*WHAT IS EXPECTED*.
Return the records in full, exactly as given.
=== Begin Enclosure ===
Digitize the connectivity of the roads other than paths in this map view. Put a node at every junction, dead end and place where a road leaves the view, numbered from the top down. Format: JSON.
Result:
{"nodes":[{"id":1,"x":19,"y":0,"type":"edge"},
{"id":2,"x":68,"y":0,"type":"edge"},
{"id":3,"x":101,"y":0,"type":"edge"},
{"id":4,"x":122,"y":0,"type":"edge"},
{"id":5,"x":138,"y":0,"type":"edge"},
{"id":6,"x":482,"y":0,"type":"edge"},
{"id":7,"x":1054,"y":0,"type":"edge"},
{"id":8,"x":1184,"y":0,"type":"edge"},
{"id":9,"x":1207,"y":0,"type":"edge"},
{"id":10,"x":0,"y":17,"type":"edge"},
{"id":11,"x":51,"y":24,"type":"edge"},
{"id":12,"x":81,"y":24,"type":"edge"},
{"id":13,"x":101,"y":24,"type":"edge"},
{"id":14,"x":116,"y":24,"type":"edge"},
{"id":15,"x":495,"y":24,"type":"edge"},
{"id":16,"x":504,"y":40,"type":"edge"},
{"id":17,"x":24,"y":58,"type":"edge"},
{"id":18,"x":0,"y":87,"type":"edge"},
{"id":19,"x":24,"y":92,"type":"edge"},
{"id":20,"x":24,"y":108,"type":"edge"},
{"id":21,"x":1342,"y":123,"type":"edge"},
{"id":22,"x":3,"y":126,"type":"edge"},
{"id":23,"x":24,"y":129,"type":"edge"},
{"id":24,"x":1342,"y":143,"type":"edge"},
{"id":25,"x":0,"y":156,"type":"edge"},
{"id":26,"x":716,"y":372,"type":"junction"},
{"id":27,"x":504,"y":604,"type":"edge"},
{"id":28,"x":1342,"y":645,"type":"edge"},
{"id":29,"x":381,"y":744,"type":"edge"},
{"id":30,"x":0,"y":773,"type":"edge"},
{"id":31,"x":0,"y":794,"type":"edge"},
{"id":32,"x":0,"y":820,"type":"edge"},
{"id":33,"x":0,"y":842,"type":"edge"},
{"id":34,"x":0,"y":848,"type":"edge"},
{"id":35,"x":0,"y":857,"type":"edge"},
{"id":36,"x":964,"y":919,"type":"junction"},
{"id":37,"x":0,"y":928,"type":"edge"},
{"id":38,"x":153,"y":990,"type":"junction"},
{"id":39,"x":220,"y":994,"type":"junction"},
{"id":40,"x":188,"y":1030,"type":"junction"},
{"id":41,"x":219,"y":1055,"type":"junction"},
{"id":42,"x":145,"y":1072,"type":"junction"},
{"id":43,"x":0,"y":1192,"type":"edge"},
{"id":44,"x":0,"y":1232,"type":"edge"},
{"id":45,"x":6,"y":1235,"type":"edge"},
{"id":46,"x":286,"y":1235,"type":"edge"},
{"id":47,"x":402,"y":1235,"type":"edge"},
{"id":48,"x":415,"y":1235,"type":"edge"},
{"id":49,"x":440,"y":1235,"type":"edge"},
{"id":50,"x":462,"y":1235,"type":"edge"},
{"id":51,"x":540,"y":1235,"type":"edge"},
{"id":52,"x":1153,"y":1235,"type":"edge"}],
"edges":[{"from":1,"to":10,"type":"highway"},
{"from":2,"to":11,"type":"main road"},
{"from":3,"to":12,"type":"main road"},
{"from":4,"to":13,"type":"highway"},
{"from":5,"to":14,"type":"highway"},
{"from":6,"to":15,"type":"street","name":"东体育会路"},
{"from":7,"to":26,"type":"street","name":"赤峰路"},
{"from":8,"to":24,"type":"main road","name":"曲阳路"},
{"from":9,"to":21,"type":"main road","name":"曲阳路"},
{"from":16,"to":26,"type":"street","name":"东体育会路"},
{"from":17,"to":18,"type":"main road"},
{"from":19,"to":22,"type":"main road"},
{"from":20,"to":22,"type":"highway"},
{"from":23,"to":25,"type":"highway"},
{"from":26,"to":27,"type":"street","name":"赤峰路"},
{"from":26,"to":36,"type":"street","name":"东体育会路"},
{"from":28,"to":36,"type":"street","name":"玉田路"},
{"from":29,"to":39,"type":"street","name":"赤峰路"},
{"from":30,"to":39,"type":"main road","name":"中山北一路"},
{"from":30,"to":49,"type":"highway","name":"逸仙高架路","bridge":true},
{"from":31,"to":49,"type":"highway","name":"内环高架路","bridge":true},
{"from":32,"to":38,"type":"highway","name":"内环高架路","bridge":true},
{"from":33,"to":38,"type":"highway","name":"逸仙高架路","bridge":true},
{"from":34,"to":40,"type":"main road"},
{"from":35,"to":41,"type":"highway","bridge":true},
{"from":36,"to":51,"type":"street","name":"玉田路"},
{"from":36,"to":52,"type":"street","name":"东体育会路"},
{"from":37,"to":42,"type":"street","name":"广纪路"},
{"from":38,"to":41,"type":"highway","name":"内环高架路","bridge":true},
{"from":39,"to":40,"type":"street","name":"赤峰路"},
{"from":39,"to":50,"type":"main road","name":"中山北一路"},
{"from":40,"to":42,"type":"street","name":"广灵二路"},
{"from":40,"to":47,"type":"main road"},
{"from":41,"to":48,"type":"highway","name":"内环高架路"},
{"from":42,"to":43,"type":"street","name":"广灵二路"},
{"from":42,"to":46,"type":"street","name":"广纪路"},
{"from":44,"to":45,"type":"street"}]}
=== End Enclosure ===
*RESPONSE TO THE EXERCISE*.
Digitize the connectivity of the roads other than paths in this map view. Put a node at every junction, dead end and place where a road leaves the view, numbered from the top down. Format: JSON.
Result:
{"nodes":[{"id":1,"x":19,"y":0,"type":"edge"},
{"id":2,"x":68,"y":0,"type":"edge"},
{"id":3,"x":101,"y":0,"type":"edge"},
{"id":4,"x":122,"y":0,"type":"edge"},
{"id":5,"x":138,"y":0,"type":"edge"},
{"id":6,"x":482,"y":0,"type":"edge"},
{"id":7,"x":1054,"y":0,"type":"edge"},
{"id":8,"x":1184,"y":0,"type":"edge"},
{"id":9,"x":1207,"y":0,"type":"edge"},
{"id":10,"x":0,"y":17,"type":"edge"},
{"id":11,"x":51,"y":24,"type":"edge"},
{"id":12,"x":81,"y":24,"type":"edge"},
{"id":13,"x":101,"y":24,"type":"edge"},
{"id":14,"x":116,"y":24,"type":"edge"},
{"id":15,"x":495,"y":24,"type":"edge"},
{"id":16,"x":504,"y":40,"type":"edge"},
{"id":17,"x":24,"y":58,"type":"edge"},
{"id":18,"x":0,"y":87,"type":"edge"},
{"id":19,"x":24,"y":92,"type":"edge"},
{"id":20,"x":24,"y":108,"type":"edge"},
{"id":21,"x":1342,"y":123,"type":"edge"},
{"id":22,"x":3,"y":126,"type":"edge"},
{"id":23,"x":24,"y":129,"type":"edge"},
{"id":24,"x":1342,"y":143,"type":"edge"},
{"id":25,"x":0,"y":156,"type":"edge"},
{"id":26,"x":716,"y":372,"type":"junction"},
{"id":27,"x":504,"y":604,"type":"edge"},
{"id":28,"x":1342,"y":645,"type":"edge"},
{"id":29,"x":381,"y":744,"type":"edge"},
{"id":30,"x":0,"y":773,"type":"edge"},
{"id":31,"x":0,"y":794,"type":"edge"},
{"id":32,"x":0,"y":820,"type":"edge"},
{"id":33,"x":0,"y":842,"type":"edge"},
{"id":34,"x":0,"y":848,"type":"edge"},
{"id":35,"x":0,"y":857,"type":"edge"},
{"id":36,"x":964,"y":919,"type":"junction"},
{"id":37,"x":0,"y":928,"type":"edge"},
{"id":38,"x":153,"y":990,"type":"junction"},
{"id":39,"x":220,"y":994,"type":"junction"},
{"id":40,"x":188,"y":1030,"type":"junction"},
{"id":41,"x":219,"y":1055,"type":"junction"},
{"id":42,"x":145,"y":1072,"type":"junction"},
{"id":43,"x":0,"y":1192,"type":"edge"},
{"id":44,"x":0,"y":1232,"type":"edge"},
{"id":45,"x":6,"y":1235,"type":"edge"},
{"id":46,"x":286,"y":1235,"type":"edge"},
{"id":47,"x":402,"y":1235,"type":"edge"},
{"id":48,"x":415,"y":1235,"type":"edge"},
{"id":49,"x":440,"y":1235,"type":"edge"},
{"id":50,"x":462,"y":1235,"type":"edge"},
{"id":51,"x":540,"y":1235,"type":"edge"},
{"id":52,"x":1153,"y":1235,"type":"edge"}],
"edges":[{"from":1,"to":10,"type":"highway"},
{"from":2,"to":11,"type":"main road"},
{"from":3,"to":12,"type":"main road"},
{"from":4,"to":13,"type":"highway"},
{"from":5,"to":14,"type":"highway"},
{"from":6,"to":15,"type":"street","name":"东体育会路"},
{"from":7,"to":26,"type":"street","name":"赤峰路"},
{"from":8,"to":24,"type":"main road","name":"曲阳路"},
{"from":9,"to":21,"type":"main road","name":"曲阳路"},
{"from":16,"to":26,"type":"street","name":"东体育会路"},
{"from":17,"to":18,"type":"main road"},
{"from":19,"to":22,"type":"main road"},
{"from":20,"to":22,"type":"highway"},
{"from":23,"to":25,"type":"highway"},
{"from":26,"to":27,"type":"street","name":"赤峰路"},
{"from":26,"to":36,"type":"street","name":"东体育会路"},
{"from":28,"to":36,"type":"street","name":"玉田路"},
{"from":29,"to":39,"type":"street","name":"赤峰路"},
{"from":30,"to":39,"type":"main road","name":"中山北一路"},
{"from":30,"to":49,"type":"highway","name":"逸仙高架路","bridge":true},
{"from":31,"to":49,"type":"highway","name":"内环高架路","bridge":true},
{"from":32,"to":38,"type":"highway","name":"内环高架路","bridge":true},
{"from":33,"to":38,"type":"highway","name":"逸仙高架路","bridge":true},
{"from":34,"to":40,"type":"main road"},
{"from":35,"to":41,"type":"highway","bridge":true},
{"from":36,"to":51,"type":"street","name":"玉田路"},
{"from":36,"to":52,"type":"street","name":"东体育会路"},
{"from":37,"to":42,"type":"street","name":"广纪路"},
{"from":38,"to":41,"type":"highway","name":"内环高架路","bridge":true},
{"from":39,"to":40,"type":"street","name":"赤峰路"},
{"from":39,"to":50,"type":"main road","name":"中山北一路"},
{"from":40,"to":42,"type":"street","name":"广灵二路"},
{"from":40,"to":47,"type":"main road"},
{"from":41,"to":48,"type":"highway","name":"内环高架路"},
{"from":42,"to":43,"type":"street","name":"广灵二路"},
{"from":42,"to":46,"type":"street","name":"广纪路"},
{"from":44,"to":45,"type":"street"}]}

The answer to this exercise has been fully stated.